The task: Extract the entries in their exact form.
Start of Exercise material
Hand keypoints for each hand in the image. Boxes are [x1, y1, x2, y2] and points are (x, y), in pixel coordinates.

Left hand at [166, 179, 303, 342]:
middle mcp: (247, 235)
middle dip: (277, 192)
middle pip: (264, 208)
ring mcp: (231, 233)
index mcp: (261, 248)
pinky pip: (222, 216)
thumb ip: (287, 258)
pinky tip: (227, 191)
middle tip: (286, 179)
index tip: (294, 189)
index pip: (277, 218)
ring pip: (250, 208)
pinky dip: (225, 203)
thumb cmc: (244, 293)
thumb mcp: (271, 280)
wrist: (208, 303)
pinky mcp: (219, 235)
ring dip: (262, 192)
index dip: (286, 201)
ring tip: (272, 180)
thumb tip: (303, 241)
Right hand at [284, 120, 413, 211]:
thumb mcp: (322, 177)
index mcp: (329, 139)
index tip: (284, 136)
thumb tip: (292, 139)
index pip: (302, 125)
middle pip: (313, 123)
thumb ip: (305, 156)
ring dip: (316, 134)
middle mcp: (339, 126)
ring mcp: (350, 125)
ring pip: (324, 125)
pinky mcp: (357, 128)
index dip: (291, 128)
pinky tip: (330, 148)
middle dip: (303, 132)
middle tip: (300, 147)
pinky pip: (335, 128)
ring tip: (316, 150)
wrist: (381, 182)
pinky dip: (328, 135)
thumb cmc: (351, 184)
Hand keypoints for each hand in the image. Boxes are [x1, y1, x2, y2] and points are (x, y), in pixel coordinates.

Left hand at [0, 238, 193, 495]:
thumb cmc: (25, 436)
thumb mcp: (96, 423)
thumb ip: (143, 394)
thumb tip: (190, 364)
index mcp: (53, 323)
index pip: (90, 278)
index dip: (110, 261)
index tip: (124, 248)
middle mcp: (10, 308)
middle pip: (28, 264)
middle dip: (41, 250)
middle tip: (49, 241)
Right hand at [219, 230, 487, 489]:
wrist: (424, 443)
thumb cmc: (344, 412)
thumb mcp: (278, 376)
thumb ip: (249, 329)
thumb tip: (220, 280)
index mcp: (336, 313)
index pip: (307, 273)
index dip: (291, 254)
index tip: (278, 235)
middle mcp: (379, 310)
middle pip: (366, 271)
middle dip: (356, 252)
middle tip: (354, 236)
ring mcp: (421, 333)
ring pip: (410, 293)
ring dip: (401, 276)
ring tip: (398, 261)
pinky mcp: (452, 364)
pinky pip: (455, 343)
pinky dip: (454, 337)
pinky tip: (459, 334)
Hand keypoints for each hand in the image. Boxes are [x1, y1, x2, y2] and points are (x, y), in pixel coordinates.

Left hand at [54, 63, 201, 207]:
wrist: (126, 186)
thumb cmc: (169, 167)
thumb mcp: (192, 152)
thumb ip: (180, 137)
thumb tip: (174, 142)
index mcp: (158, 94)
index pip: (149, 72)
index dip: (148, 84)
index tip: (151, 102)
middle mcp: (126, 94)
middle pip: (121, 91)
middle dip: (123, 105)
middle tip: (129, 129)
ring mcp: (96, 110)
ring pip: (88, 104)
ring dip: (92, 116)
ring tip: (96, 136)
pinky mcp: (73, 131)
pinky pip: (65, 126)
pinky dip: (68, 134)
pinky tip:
End of Exercise material
Answer:
Hand keypoints for each hand in the image. Boxes are [x1, y1, x2, y2] and points are (x, y), in pixel coordinates.

Left hand at [166, 179, 303, 342]:
middle mcp: (247, 235)
middle dip: (277, 192)
middle pip: (264, 208)
ring mcp: (231, 233)
index mcp: (261, 248)
pinky pip: (222, 216)
thumb ip: (287, 258)
pinky tip: (227, 191)
middle tip: (286, 179)
index tip: (294, 189)
index pip: (277, 218)
ring pip: (250, 208)
pinky dip: (225, 203)
thumb cmc: (244, 293)
thumb mcp: (271, 280)
wrist: (208, 303)
pinky mcp: (219, 235)
ring dip: (262, 192)
index dip: (286, 201)
ring tip: (272, 180)
thumb tip: (303, 241)
Right hand at [284, 120, 413, 211]:
thumb mcp: (322, 177)
index mcp: (329, 139)
index tip: (284, 136)
thumb tip: (292, 139)
index pip: (302, 125)
middle pip: (313, 123)
thumb ip: (305, 156)
ring dip: (316, 134)
middle mcp: (339, 126)
ring mcp: (350, 125)
ring pip: (324, 125)
pinky mcp: (357, 128)
index dip: (291, 128)
pinky tip: (330, 148)
middle dip: (303, 132)
middle tip: (300, 147)
pinky pip: (335, 128)
ring tip: (316, 150)
wrist: (381, 182)
pinky dip: (328, 135)
thumb cmc: (351, 184)
Hand keypoints for each hand in the image. Boxes are [x1, y1, x2, y2] and points are (x, y), in pixel coordinates.

Left hand at [0, 238, 193, 495]:
thumb cmc: (25, 436)
thumb mcp: (96, 423)
thumb ip: (143, 394)
thumb tip: (190, 364)
index mcp: (53, 323)
index pip: (90, 278)
index dip: (110, 261)
index tip: (124, 248)
middle mcp: (10, 308)
middle pip: (28, 264)
middle dip: (41, 250)
middle tip: (49, 241)
Right hand at [219, 230, 487, 489]:
wrist: (424, 443)
thumb cmc: (344, 412)
thumb mcp: (278, 376)
thumb ip: (249, 329)
thumb tip: (220, 280)
index mcp: (336, 313)
index pip: (307, 273)
index dip: (291, 254)
index tip: (278, 235)
middle mcp: (379, 310)
middle pip: (366, 271)
middle dip: (356, 252)
middle tip: (354, 236)
ring mcp: (421, 333)
ring pip: (410, 293)
ring dip: (401, 276)
ring tip: (398, 261)
pinky mcp: (452, 364)
pinky pip: (455, 343)
pinky dip: (454, 337)
pinky tip: (459, 334)
Hand keypoints for each hand in the image. Boxes are [x1, y1, x2, y2] and points are (x, y), in pixel coordinates.

Left hand at [54, 63, 201, 207]:
wrist: (126, 186)
thumb cmc: (169, 167)
thumb mcp: (192, 152)
thumb ip: (180, 137)
thumb tip: (174, 142)
index mcp: (158, 94)
index pip: (149, 72)
index dip: (148, 84)
index tip: (151, 102)
middle mcp: (126, 94)
middle pip: (121, 91)
middle dip: (123, 105)
middle tip: (129, 129)
ring mcp: (96, 110)
ring pip: (88, 104)
ring dip: (92, 116)
ring tip: (96, 136)
pinky mcp: (73, 131)
pinky pip: (65, 126)
pinky dip: (68, 134)
pinky tip:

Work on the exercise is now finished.